When this sort of thing happens to you, what is your experience? Do you cling to her and try to get a number out of her? Do you become irritated about being “led on” or not experiencing more or a release? Or do you just enjoy the experience for what it is? If we were at a party, that would be a very different story. In that context, I would definitely have seen about talking to her. But we weren’t at a party, we were buying groceries. I certainly appreciated my otherwise quite bland errand being spiced up, but I’m not exactly expecting to meet my wife at a grocery store, you know?
It can also be quite useful to have friends of the same gender as people you are interested in sexually.

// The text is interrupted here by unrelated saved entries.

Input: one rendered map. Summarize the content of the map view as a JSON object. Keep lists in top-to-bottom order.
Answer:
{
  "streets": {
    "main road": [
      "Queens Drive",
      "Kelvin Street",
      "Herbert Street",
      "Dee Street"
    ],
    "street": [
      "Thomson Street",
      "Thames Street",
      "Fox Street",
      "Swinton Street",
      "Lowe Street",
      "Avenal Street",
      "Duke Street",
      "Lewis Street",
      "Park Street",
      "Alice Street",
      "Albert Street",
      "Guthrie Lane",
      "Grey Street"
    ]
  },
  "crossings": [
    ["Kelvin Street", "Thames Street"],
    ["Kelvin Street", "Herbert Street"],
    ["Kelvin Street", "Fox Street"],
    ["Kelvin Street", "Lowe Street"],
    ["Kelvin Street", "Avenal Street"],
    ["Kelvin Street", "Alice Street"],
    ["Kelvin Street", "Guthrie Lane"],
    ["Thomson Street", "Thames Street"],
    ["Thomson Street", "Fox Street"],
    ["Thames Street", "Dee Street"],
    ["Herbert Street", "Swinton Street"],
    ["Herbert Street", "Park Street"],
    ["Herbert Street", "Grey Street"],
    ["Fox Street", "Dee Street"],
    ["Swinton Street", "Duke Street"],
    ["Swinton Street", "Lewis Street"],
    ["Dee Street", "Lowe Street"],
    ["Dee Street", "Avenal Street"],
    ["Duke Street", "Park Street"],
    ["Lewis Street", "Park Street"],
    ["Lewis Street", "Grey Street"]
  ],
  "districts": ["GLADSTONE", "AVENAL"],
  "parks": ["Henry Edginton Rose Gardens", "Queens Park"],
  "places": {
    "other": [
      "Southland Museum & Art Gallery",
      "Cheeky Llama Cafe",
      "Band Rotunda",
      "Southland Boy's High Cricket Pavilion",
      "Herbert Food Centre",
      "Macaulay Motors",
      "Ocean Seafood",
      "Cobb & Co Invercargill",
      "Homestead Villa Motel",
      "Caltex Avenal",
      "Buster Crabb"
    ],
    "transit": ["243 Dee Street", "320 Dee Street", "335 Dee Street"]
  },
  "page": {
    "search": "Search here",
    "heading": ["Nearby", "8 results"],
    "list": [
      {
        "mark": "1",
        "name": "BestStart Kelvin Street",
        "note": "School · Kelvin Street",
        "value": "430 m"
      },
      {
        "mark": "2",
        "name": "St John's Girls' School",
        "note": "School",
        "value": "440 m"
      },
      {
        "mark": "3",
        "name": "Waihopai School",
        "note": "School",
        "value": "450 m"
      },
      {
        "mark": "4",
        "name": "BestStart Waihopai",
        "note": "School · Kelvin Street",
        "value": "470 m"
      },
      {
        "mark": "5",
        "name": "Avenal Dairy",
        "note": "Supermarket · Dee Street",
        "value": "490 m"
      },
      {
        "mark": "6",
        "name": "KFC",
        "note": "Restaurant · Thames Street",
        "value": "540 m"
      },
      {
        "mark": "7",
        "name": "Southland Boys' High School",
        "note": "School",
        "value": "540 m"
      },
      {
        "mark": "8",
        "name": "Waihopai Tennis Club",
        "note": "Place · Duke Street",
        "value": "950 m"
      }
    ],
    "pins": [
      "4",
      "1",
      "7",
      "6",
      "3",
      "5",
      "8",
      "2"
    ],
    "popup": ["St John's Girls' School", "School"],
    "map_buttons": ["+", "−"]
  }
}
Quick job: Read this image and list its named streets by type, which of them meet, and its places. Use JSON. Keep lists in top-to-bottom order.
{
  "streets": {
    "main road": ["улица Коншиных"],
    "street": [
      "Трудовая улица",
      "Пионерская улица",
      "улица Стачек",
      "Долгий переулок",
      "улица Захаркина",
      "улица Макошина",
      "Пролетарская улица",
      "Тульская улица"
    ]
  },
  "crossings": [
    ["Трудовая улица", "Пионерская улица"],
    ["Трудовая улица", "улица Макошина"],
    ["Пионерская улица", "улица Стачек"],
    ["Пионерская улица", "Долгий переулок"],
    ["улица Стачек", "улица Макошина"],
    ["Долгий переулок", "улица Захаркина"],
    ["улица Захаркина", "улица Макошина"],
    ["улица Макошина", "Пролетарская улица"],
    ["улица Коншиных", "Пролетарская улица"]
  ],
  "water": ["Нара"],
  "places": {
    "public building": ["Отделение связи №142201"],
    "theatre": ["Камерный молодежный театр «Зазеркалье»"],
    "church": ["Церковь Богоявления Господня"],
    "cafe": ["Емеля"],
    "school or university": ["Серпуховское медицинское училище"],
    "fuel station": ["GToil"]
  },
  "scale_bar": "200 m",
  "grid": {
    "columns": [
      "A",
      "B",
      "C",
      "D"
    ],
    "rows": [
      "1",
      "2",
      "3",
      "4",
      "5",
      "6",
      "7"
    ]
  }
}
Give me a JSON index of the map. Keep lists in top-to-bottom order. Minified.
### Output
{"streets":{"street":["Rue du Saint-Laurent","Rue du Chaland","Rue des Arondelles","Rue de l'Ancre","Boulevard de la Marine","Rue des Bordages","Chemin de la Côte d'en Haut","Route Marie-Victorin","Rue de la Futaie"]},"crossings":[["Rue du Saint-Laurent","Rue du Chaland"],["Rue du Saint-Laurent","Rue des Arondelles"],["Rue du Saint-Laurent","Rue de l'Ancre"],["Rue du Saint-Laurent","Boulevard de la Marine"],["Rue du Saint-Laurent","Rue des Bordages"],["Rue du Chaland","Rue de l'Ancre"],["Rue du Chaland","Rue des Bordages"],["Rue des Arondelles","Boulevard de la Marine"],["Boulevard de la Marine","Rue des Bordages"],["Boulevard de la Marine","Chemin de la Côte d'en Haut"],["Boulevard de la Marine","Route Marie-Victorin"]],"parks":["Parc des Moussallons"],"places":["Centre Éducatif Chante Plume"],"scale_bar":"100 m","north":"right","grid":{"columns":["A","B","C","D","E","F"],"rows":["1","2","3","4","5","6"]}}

For most of my life, I’ve actually usually had more female friends than male friends (although I like both). Is that something you think you can handle? You don’t have to turn off your sexuality, but can you have a platonic, no sex just friends relationship with a girl you think is pretty sexy? Or will you come to resent her?
This may all seem somewhat beside the point. You just want to get laid and have a cuddle-buddy who makes you feel warm and fuzzy, I get it. But I will tell you now that I have seen quite the variety of dysfunction when it comes to sexuality. Whatever your goals with love/sex magick may be, it is very possible that you will be taken through experiences like this if you continue to summon these energies. Rarely does magick only do exactly what you request, especially if you make a deeper commitment to a pathworking.
You should realize that that’s what this is - a pathworking. Maybe all you’ll have to do is a one-off love spell and then you’ll meet your girl and then you’re done, but I find that unlikely. I’m gonna guess that you’ll meet your girl, but just be aware that rarely is magick bland or uninteresting.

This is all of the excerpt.